United States District Court, M.D. Tennessee, Nashville Division

January 27, 2015

UNITED STATES OF AMERICA
v.
RICKY FENN, JR

MEMORANDUM AND ORDER

TODD J. CAMPBELL, District Judge.

Pending before the Court are the Defendant's Motion For Modification Of Term Of Imprisonment (Docket No. 1868), filed by the Defendant, pro se; the Movant's Supplemental Brief (Docket No. 1886), filed by counsel for the Defendant; and the Government's Response In Opposition To The Defendant's Motion To Apply Amendment 782 (Docket No. 1892). Through his filings, the Defendant seeks a two-point reduction in his sentence based on Amendment 782 to the United States Sentencing Guidelines.

Amendment 782, which went into effect on November 1, 2014, reduces by two the offense levels assigned in the Drug Quantity Table, U.S.S.G. § 2D1.1, resulting in lower guideline ranges for most drug trafficking offenses. (Background Information Section of Frequently Asked Questions: Retroactive Application of the 2014 Drug Guidelines Amendment, available at http://www.ussc.gov.) The Amendment was given retroactive effect, but offenders may not be released from prison based on the Amendment earlier than November 1, 2015. Id.; U.S.S.G. § 1B1.10(d), (e).

A sentence of imprisonment is a final judgment and may be modified by a district court only in limited circumstances. Dillon v. United States, 560 U.S. 817, 130 S.Ct. 2683, 2690, 177 L.Ed.2d 271 (2010). A limited exception to the general rule of finality is authorized by 18 U.S.C. § 3582(c)(2) in the case of a defendant who has been sentenced to a term of imprisonment based on a sentencing range that has subsequently been lowered and made retroactive by the Sentencing Commission. Section 3582(c)(2) provides:

(c) Modification of an imposed term of imprisonment.-The court may not modify a term of imprisonment once it has been imposed except that-
* * *
(2) in the case of a defendant who has been sentenced to a term of imprisonment based on a sentencing range that has subsequently been lowered by the Sentencing Commission pursuant to 28 U.S.C. 994(o), upon motion of the defendant or the Director of the Bureau of Prisons, or on its own motion, the court may reduce the term of imprisonment, after considering the factors set forth in section 3553(a) to the extent that they are applicable, if such a reduction is consistent with applicable policy statements issued by the Sentencing Commission.

"In determining whether, and to what extent, a reduction in the defendant's term of imprisonment under 18 U.S.C. § 3582(c)(2) and this policy statement is warranted, " the court is to "determine the amended guideline range that would have been applicable to the defendant if the amendment(s) to the guidelines listed in subsection (d) had been in effect at the time the defendant was sentenced." U.S.S.G. § 1B1.10(b)(1).

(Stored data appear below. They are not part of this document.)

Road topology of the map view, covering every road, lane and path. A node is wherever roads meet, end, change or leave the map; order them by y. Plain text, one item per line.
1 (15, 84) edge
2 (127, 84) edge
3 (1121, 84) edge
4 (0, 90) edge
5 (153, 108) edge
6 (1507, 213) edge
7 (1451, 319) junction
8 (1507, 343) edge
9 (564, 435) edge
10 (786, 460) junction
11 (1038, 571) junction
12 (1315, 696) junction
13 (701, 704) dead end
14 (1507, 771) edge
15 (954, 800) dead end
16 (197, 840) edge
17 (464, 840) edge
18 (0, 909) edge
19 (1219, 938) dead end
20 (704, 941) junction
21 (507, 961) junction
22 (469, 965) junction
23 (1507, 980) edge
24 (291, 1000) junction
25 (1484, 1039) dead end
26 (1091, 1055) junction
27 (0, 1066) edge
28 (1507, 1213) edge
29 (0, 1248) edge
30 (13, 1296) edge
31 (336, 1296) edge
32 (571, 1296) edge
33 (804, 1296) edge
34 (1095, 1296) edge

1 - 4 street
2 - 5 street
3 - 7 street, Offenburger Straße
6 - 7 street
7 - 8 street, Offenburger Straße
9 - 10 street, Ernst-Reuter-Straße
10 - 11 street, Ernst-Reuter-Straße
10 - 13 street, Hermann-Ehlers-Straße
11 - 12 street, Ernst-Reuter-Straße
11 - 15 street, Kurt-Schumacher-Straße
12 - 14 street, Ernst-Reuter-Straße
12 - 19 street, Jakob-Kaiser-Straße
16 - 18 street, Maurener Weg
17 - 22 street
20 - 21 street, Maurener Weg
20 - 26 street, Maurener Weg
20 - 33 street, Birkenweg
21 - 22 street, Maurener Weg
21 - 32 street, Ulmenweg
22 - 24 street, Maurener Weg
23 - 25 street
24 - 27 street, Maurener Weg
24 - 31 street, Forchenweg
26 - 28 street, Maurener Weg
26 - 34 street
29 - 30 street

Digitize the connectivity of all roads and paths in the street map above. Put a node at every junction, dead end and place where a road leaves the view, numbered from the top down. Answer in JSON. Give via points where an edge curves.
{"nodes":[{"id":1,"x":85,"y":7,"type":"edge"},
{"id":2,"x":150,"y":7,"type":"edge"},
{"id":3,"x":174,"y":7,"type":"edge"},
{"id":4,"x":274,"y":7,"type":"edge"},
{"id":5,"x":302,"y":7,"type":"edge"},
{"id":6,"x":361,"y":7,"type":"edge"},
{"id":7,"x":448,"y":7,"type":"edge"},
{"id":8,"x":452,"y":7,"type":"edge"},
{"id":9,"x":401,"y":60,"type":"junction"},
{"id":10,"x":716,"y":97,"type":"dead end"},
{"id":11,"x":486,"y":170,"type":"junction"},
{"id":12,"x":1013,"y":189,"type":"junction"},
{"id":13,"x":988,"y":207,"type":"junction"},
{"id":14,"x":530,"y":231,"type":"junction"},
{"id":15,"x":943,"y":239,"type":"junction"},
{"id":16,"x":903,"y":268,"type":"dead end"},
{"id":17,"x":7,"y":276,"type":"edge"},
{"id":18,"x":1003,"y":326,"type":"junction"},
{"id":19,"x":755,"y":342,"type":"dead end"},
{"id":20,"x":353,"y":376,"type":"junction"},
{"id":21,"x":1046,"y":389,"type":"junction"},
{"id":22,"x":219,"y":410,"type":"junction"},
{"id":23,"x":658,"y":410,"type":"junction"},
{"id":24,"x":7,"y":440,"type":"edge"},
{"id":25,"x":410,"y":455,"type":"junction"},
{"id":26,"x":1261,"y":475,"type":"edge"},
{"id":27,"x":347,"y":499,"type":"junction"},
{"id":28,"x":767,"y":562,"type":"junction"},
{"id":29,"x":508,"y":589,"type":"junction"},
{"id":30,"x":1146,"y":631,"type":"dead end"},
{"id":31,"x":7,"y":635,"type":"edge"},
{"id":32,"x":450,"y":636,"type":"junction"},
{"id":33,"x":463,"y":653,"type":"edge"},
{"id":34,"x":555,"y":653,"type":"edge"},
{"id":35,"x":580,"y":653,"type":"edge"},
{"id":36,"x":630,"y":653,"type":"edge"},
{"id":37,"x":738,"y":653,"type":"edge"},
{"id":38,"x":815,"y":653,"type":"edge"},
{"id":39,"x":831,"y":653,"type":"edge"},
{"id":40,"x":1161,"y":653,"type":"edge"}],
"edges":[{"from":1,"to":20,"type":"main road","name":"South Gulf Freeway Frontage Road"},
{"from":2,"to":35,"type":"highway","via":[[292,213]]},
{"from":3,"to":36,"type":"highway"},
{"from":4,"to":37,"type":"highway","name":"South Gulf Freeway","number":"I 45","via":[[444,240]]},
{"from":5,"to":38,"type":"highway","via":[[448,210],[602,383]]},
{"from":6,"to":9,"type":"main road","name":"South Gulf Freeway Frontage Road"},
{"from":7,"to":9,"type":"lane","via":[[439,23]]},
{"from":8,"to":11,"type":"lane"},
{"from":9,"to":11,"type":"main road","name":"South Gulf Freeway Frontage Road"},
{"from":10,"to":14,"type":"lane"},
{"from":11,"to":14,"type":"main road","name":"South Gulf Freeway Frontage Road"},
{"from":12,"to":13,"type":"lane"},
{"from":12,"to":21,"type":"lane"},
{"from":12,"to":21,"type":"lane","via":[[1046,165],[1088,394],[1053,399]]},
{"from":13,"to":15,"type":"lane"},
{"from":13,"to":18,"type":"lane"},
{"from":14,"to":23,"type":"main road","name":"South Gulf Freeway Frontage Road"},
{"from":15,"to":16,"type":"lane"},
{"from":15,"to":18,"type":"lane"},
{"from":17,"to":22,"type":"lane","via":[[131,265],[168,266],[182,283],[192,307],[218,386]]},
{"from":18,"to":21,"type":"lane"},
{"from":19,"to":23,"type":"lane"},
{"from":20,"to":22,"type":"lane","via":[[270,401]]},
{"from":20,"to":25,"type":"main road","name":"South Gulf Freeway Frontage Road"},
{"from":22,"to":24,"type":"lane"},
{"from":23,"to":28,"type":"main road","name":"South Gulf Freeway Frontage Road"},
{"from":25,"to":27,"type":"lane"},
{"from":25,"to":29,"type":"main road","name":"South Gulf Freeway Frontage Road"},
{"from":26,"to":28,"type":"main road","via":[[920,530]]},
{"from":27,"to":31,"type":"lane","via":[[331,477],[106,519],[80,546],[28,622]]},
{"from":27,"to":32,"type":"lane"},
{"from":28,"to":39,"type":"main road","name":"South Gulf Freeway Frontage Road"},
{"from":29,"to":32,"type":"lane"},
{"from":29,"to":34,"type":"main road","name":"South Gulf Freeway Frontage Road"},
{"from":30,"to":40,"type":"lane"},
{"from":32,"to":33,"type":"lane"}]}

In this case, the Defendant was charged, along with several Co-Defendants, with participating in a conspiracy to distribute 280 grams or more of crack cocaine, a quantity of cocaine, and a quantity of marijuana, in violation of 21 U.S.C. § 846 (Docket No. 370). Through a Plea Agreement, the Defendant pled guilty to the charge, and the parties agreed to a sentence of 120 months of imprisonment. (Docket No. 384). At a subsequent sentencing hearing, the Court determined that the applicable sentencing guideline range was 121 to 151 months, based on a total offense level of 31 and a criminal history category of II. (Docket No. 537). The Court also found that a statutory mandatory minimum sentence of 120 months applied to the Defendant. (Id.). Based on the parties' Plea Agreement, however, the Court sentenced the Defendant to the agreed 120-month sentence. (Docket Nos. 536, 537).

The parties appear to agree that application of Amendment 782 would initially result in a guideline range of 97 to 121 months, based on a total offense level of 29 and a criminal history category of II. As the Amended Presentence Investigation Report indicates, however, the Defendant remains subject to a mandatory minimum sentence of 120 months pursuant to 18 U.S.C. § 841(b)(1) because he is responsible for 280 grams or more of cocaine base, and that mandatory minimum sentence becomes the guideline sentence. U.S.S.G. § 5G1.1(b); (c)(2). Therefore, the Government argues, the Defendant's "sentencing range" has not "subsequently been lowered" so as to permit a sentencing reduction under Section 3582(c)(2).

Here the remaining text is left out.